Start of LISTED ENTRIES
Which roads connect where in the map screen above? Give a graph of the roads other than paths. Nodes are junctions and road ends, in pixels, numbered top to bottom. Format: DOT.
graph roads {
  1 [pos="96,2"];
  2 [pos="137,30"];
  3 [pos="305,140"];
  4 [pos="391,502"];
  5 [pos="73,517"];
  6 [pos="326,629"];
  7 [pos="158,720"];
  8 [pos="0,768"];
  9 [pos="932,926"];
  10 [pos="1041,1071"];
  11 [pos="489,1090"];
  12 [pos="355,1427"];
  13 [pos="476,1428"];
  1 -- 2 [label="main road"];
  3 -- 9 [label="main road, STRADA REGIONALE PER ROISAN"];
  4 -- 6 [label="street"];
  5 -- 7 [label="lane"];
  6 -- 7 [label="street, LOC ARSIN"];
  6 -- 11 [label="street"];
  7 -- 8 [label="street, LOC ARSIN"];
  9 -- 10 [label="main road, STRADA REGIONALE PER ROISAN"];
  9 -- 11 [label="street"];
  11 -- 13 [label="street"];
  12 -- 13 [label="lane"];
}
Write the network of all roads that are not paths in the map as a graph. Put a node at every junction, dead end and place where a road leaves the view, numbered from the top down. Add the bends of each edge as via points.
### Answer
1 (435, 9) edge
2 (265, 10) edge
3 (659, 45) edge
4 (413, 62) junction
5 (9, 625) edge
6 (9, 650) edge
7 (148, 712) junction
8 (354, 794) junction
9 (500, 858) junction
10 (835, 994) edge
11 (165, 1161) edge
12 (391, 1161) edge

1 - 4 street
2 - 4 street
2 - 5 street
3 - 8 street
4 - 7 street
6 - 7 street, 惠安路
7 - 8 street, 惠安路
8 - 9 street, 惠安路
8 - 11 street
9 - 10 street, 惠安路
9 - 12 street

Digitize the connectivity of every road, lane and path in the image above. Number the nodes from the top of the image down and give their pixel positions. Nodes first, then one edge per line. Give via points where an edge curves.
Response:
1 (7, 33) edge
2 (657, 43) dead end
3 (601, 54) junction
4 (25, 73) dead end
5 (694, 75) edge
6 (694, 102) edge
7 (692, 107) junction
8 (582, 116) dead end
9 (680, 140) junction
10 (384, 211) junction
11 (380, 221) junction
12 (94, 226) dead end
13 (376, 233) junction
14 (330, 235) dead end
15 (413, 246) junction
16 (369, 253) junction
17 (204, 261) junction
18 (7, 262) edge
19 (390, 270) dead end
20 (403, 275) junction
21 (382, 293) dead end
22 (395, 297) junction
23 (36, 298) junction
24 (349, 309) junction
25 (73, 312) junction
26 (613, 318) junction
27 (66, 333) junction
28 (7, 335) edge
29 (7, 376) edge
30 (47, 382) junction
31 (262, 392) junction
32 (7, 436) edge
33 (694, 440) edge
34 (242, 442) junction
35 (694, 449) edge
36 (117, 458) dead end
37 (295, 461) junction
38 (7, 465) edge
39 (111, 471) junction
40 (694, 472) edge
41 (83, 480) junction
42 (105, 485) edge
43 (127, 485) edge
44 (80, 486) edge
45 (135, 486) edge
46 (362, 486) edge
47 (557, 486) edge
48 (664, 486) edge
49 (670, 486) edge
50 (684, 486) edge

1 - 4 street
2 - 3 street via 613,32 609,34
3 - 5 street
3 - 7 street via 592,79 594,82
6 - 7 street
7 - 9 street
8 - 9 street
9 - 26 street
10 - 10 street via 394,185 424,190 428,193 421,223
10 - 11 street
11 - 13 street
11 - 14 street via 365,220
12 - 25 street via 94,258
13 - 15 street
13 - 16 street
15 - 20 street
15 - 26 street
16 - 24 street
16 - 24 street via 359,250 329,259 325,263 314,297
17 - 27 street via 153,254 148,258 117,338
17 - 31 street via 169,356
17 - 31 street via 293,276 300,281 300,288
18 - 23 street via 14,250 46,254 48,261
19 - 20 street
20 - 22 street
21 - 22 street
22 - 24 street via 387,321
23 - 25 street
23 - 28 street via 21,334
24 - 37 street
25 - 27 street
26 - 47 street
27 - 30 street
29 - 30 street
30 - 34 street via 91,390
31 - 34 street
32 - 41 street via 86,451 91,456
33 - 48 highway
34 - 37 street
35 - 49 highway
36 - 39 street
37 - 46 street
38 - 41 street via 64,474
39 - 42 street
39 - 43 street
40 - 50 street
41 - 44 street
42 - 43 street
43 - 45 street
End of LISTED ENTRIES
> [WHAT YOU HAVE TO DO]
Set down the records above once more, exactly as given.

> [TASK OUTPUT]
Which roads connect where in the map screen above? Give a graph of the roads other than paths. Nodes are junctions and road ends, in pixels, numbered top to bottom. Format: DOT.
graph roads {
  1 [pos="96,2"];
  2 [pos="137,30"];
  3 [pos="305,140"];
  4 [pos="391,502"];
  5 [pos="73,517"];
  6 [pos="326,629"];
  7 [pos="158,720"];
  8 [pos="0,768"];
  9 [pos="932,926"];
  10 [pos="1041,1071"];
  11 [pos="489,1090"];
  12 [pos="355,1427"];
  13 [pos="476,1428"];
  1 -- 2 [label="main road"];
  3 -- 9 [label="main road, STRADA REGIONALE PER ROISAN"];
  4 -- 6 [label="street"];
  5 -- 7 [label="lane"];
  6 -- 7 [label="street, LOC ARSIN"];
  6 -- 11 [label="street"];
  7 -- 8 [label="street, LOC ARSIN"];
  9 -- 10 [label="main road, STRADA REGIONALE PER ROISAN"];
  9 -- 11 [label="street"];
  11 -- 13 [label="street"];
  12 -- 13 [label="lane"];
}
Write the network of all roads that are not paths in the map as a graph. Put a node at every junction, dead end and place where a road leaves the view, numbered from the top down. Add the bends of each edge as via points.
### Answer
1 (435, 9) edge
2 (265, 10) edge
3 (659, 45) edge
4 (413, 62) junction
5 (9, 625) edge
6 (9, 650) edge
7 (148, 712) junction
8 (354, 794) junction
9 (500, 858) junction
10 (835, 994) edge
11 (165, 1161) edge
12 (391, 1161) edge

1 - 4 street
2 - 4 street
2 - 5 street
3 - 8 street
4 - 7 street
6 - 7 street, 惠安路
7 - 8 street, 惠安路
8 - 9 street, 惠安路
8 - 11 street
9 - 10 street, 惠安路
9 - 12 street

Digitize the connectivity of every road, lane and path in the image above. Number the nodes from the top of the image down and give their pixel positions. Nodes first, then one edge per line. Give via points where an edge curves.
Response:
1 (7, 33) edge
2 (657, 43) dead end
3 (601, 54) junction
4 (25, 73) dead end
5 (694, 75) edge
6 (694, 102) edge
7 (692, 107) junction
8 (582, 116) dead end
9 (680, 140) junction
10 (384, 211) junction
11 (380, 221) junction
12 (94, 226) dead end
13 (376, 233) junction
14 (330, 235) dead end
15 (413, 246) junction
16 (369, 253) junction
17 (204, 261) junction
18 (7, 262) edge
19 (390, 270) dead end
20 (403, 275) junction
21 (382, 293) dead end
22 (395, 297) junction
23 (36, 298) junction
24 (349, 309) junction
25 (73, 312) junction
26 (613, 318) junction
27 (66, 333) junction
28 (7, 335) edge
29 (7, 376) edge
30 (47, 382) junction
31 (262, 392) junction
32 (7, 436) edge
33 (694, 440) edge
34 (242, 442) junction
35 (694, 449) edge
36 (117, 458) dead end
37 (295, 461) junction
38 (7, 465) edge
39 (111, 471) junction
40 (694, 472) edge
41 (83, 480) junction
42 (105, 485) edge
43 (127, 485) edge
44 (80, 486) edge
45 (135, 486) edge
46 (362, 486) edge
47 (557, 486) edge
48 (664, 486) edge
49 (670, 486) edge
50 (684, 486) edge

1 - 4 street
2 - 3 street via 613,32 609,34
3 - 5 street
3 - 7 street via 592,79 594,82
6 - 7 street
7 - 9 street
8 - 9 street
9 - 26 street
10 - 10 street via 394,185 424,190 428,193 421,223
10 - 11 street
11 - 13 street
11 - 14 street via 365,220
12 - 25 street via 94,258
13 - 15 street
13 - 16 street
15 - 20 street
15 - 26 street
16 - 24 street
16 - 24 street via 359,250 329,259 325,263 314,297
17 - 27 street via 153,254 148,258 117,338
17 - 31 street via 169,356
17 - 31 street via 293,276 300,281 300,288
18 - 23 street via 14,250 46,254 48,261
19 - 20 street
20 - 22 street
21 - 22 street
22 - 24 street via 387,321
23 - 25 street
23 - 28 street via 21,334
24 - 37 street
25 - 27 street
26 - 47 street
27 - 30 street
29 - 30 street
30 - 34 street via 91,390
31 - 34 street
32 - 41 street via 86,451 91,456
33 - 48 highway
34 - 37 street
35 - 49 highway
36 - 39 street
37 - 46 street
38 - 41 street via 64,474
39 - 42 street
39 - 43 street
40 - 50 street
41 - 44 street
42 - 43 street
43 - 45 street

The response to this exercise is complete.